BEGIN Material shown
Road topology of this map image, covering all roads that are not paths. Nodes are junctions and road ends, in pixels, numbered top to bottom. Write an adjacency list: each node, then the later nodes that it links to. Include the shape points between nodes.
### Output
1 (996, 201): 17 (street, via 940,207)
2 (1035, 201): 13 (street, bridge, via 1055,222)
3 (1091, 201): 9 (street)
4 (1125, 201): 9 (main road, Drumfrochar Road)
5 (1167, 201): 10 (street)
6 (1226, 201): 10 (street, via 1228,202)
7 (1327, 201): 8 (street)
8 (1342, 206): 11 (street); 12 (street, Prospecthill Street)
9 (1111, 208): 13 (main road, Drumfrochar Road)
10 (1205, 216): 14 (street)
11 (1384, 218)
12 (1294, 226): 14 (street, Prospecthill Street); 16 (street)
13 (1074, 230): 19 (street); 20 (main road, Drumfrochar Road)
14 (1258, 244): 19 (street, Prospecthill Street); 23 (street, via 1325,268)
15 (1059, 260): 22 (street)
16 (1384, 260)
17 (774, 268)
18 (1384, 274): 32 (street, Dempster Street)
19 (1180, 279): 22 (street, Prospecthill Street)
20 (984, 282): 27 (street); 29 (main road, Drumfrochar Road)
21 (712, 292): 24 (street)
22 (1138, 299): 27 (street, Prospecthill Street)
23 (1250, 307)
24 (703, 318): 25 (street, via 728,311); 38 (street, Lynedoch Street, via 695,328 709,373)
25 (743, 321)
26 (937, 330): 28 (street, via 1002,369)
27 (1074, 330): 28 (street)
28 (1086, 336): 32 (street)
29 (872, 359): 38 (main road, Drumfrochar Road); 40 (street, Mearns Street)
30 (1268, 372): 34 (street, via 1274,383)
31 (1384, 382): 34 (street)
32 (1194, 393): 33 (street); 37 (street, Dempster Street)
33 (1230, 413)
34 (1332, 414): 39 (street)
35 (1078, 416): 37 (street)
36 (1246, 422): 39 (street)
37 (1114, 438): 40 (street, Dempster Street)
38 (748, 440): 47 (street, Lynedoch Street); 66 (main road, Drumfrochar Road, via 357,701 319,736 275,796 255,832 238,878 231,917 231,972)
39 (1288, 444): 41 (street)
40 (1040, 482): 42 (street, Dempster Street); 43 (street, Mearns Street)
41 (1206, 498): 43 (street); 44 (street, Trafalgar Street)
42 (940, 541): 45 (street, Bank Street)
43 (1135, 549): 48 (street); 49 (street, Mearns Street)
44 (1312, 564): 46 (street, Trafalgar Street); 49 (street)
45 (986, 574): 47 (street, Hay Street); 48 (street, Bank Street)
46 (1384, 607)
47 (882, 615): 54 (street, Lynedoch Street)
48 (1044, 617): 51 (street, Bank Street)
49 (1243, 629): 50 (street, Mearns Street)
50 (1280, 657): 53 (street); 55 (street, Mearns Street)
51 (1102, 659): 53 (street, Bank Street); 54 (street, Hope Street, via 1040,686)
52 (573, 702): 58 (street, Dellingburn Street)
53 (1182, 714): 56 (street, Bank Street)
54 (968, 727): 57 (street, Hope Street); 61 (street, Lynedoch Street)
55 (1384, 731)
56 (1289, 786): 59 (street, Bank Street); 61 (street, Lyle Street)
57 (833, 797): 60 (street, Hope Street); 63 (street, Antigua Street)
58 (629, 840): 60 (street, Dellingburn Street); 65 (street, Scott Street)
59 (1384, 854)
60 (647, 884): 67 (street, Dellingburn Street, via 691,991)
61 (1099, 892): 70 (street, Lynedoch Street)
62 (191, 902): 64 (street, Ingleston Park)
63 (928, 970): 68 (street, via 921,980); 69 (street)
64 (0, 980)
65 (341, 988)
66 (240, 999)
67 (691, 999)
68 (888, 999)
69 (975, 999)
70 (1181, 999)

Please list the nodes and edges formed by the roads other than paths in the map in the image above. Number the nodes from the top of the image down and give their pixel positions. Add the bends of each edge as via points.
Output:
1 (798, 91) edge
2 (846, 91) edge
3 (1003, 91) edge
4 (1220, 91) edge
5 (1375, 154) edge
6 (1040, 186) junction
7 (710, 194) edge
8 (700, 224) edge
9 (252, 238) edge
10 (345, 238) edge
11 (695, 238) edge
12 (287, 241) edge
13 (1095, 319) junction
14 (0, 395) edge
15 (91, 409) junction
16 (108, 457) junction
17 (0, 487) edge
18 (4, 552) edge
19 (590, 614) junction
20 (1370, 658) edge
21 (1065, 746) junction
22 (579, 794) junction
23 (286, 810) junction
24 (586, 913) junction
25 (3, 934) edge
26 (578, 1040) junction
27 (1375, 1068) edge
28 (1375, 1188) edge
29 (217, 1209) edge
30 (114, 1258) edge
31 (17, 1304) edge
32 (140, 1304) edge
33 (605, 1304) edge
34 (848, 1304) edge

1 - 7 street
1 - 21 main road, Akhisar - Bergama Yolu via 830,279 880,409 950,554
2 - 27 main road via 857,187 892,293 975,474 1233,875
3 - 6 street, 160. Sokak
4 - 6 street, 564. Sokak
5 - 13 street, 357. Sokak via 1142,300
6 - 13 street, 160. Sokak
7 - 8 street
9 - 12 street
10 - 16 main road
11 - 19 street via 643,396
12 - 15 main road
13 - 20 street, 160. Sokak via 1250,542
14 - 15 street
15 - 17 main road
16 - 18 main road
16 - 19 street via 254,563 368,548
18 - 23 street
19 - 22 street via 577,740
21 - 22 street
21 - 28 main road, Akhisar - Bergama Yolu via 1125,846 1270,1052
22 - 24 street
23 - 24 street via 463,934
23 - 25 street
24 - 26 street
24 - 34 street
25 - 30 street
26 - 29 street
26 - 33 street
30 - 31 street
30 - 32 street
END Material shown
Could you give the records again, exactly as they appear?

**Reply:**
Road topology of this map image, covering all roads that are not paths. Nodes are junctions and road ends, in pixels, numbered top to bottom. Write an adjacency list: each node, then the later nodes that it links to. Include the shape points between nodes.
### Output
1 (996, 201): 17 (street, via 940,207)
2 (1035, 201): 13 (street, bridge, via 1055,222)
3 (1091, 201): 9 (street)
4 (1125, 201): 9 (main road, Drumfrochar Road)
5 (1167, 201): 10 (street)
6 (1226, 201): 10 (street, via 1228,202)
7 (1327, 201): 8 (street)
8 (1342, 206): 11 (street); 12 (street, Prospecthill Street)
9 (1111, 208): 13 (main road, Drumfrochar Road)
10 (1205, 216): 14 (street)
11 (1384, 218)
12 (1294, 226): 14 (street, Prospecthill Street); 16 (street)
13 (1074, 230): 19 (street); 20 (main road, Drumfrochar Road)
14 (1258, 244): 19 (street, Prospecthill Street); 23 (street, via 1325,268)
15 (1059, 260): 22 (street)
16 (1384, 260)
17 (774, 268)
18 (1384, 274): 32 (street, Dempster Street)
19 (1180, 279): 22 (street, Prospecthill Street)
20 (984, 282): 27 (street); 29 (main road, Drumfrochar Road)
21 (712, 292): 24 (street)
22 (1138, 299): 27 (street, Prospecthill Street)
23 (1250, 307)
24 (703, 318): 25 (street, via 728,311); 38 (street, Lynedoch Street, via 695,328 709,373)
25 (743, 321)
26 (937, 330): 28 (street, via 1002,369)
27 (1074, 330): 28 (street)
28 (1086, 336): 32 (street)
29 (872, 359): 38 (main road, Drumfrochar Road); 40 (street, Mearns Street)
30 (1268, 372): 34 (street, via 1274,383)
31 (1384, 382): 34 (street)
32 (1194, 393): 33 (street); 37 (street, Dempster Street)
33 (1230, 413)
34 (1332, 414): 39 (street)
35 (1078, 416): 37 (street)
36 (1246, 422): 39 (street)
37 (1114, 438): 40 (street, Dempster Street)
38 (748, 440): 47 (street, Lynedoch Street); 66 (main road, Drumfrochar Road, via 357,701 319,736 275,796 255,832 238,878 231,917 231,972)
39 (1288, 444): 41 (street)
40 (1040, 482): 42 (street, Dempster Street); 43 (street, Mearns Street)
41 (1206, 498): 43 (street); 44 (street, Trafalgar Street)
42 (940, 541): 45 (street, Bank Street)
43 (1135, 549): 48 (street); 49 (street, Mearns Street)
44 (1312, 564): 46 (street, Trafalgar Street); 49 (street)
45 (986, 574): 47 (street, Hay Street); 48 (street, Bank Street)
46 (1384, 607)
47 (882, 615): 54 (street, Lynedoch Street)
48 (1044, 617): 51 (street, Bank Street)
49 (1243, 629): 50 (street, Mearns Street)
50 (1280, 657): 53 (street); 55 (street, Mearns Street)
51 (1102, 659): 53 (street, Bank Street); 54 (street, Hope Street, via 1040,686)
52 (573, 702): 58 (street, Dellingburn Street)
53 (1182, 714): 56 (street, Bank Street)
54 (968, 727): 57 (street, Hope Street); 61 (street, Lynedoch Street)
55 (1384, 731)
56 (1289, 786): 59 (street, Bank Street); 61 (street, Lyle Street)
57 (833, 797): 60 (street, Hope Street); 63 (street, Antigua Street)
58 (629, 840): 60 (street, Dellingburn Street); 65 (street, Scott Street)
59 (1384, 854)
60 (647, 884): 67 (street, Dellingburn Street, via 691,991)
61 (1099, 892): 70 (street, Lynedoch Street)
62 (191, 902): 64 (street, Ingleston Park)
63 (928, 970): 68 (street, via 921,980); 69 (street)
64 (0, 980)
65 (341, 988)
66 (240, 999)
67 (691, 999)
68 (888, 999)
69 (975, 999)
70 (1181, 999)

Please list the nodes and edges formed by the roads other than paths in the map in the image above. Number the nodes from the top of the image down and give their pixel positions. Add the bends of each edge as via points.
Output:
1 (798, 91) edge
2 (846, 91) edge
3 (1003, 91) edge
4 (1220, 91) edge
5 (1375, 154) edge
6 (1040, 186) junction
7 (710, 194) edge
8 (700, 224) edge
9 (252, 238) edge
10 (345, 238) edge
11 (695, 238) edge
12 (287, 241) edge
13 (1095, 319) junction
14 (0, 395) edge
15 (91, 409) junction
16 (108, 457) junction
17 (0, 487) edge
18 (4, 552) edge
19 (590, 614) junction
20 (1370, 658) edge
21 (1065, 746) junction
22 (579, 794) junction
23 (286, 810) junction
24 (586, 913) junction
25 (3, 934) edge
26 (578, 1040) junction
27 (1375, 1068) edge
28 (1375, 1188) edge
29 (217, 1209) edge
30 (114, 1258) edge
31 (17, 1304) edge
32 (140, 1304) edge
33 (605, 1304) edge
34 (848, 1304) edge

1 - 7 street
1 - 21 main road, Akhisar - Bergama Yolu via 830,279 880,409 950,554
2 - 27 main road via 857,187 892,293 975,474 1233,875
3 - 6 street, 160. Sokak
4 - 6 street, 564. Sokak
5 - 13 street, 357. Sokak via 1142,300
6 - 13 street, 160. Sokak
7 - 8 street
9 - 12 street
10 - 16 main road
11 - 19 street via 643,396
12 - 15 main road
13 - 20 street, 160. Sokak via 1250,542
14 - 15 street
15 - 17 main road
16 - 18 main road
16 - 19 street via 254,563 368,548
18 - 23 street
19 - 22 street via 577,740
21 - 22 street
21 - 28 main road, Akhisar - Bergama Yolu via 1125,846 1270,1052
22 - 24 street
23 - 24 street via 463,934
23 - 25 street
24 - 26 street
24 - 34 street
25 - 30 street
26 - 29 street
26 - 33 street
30 - 31 street
30 - 32 street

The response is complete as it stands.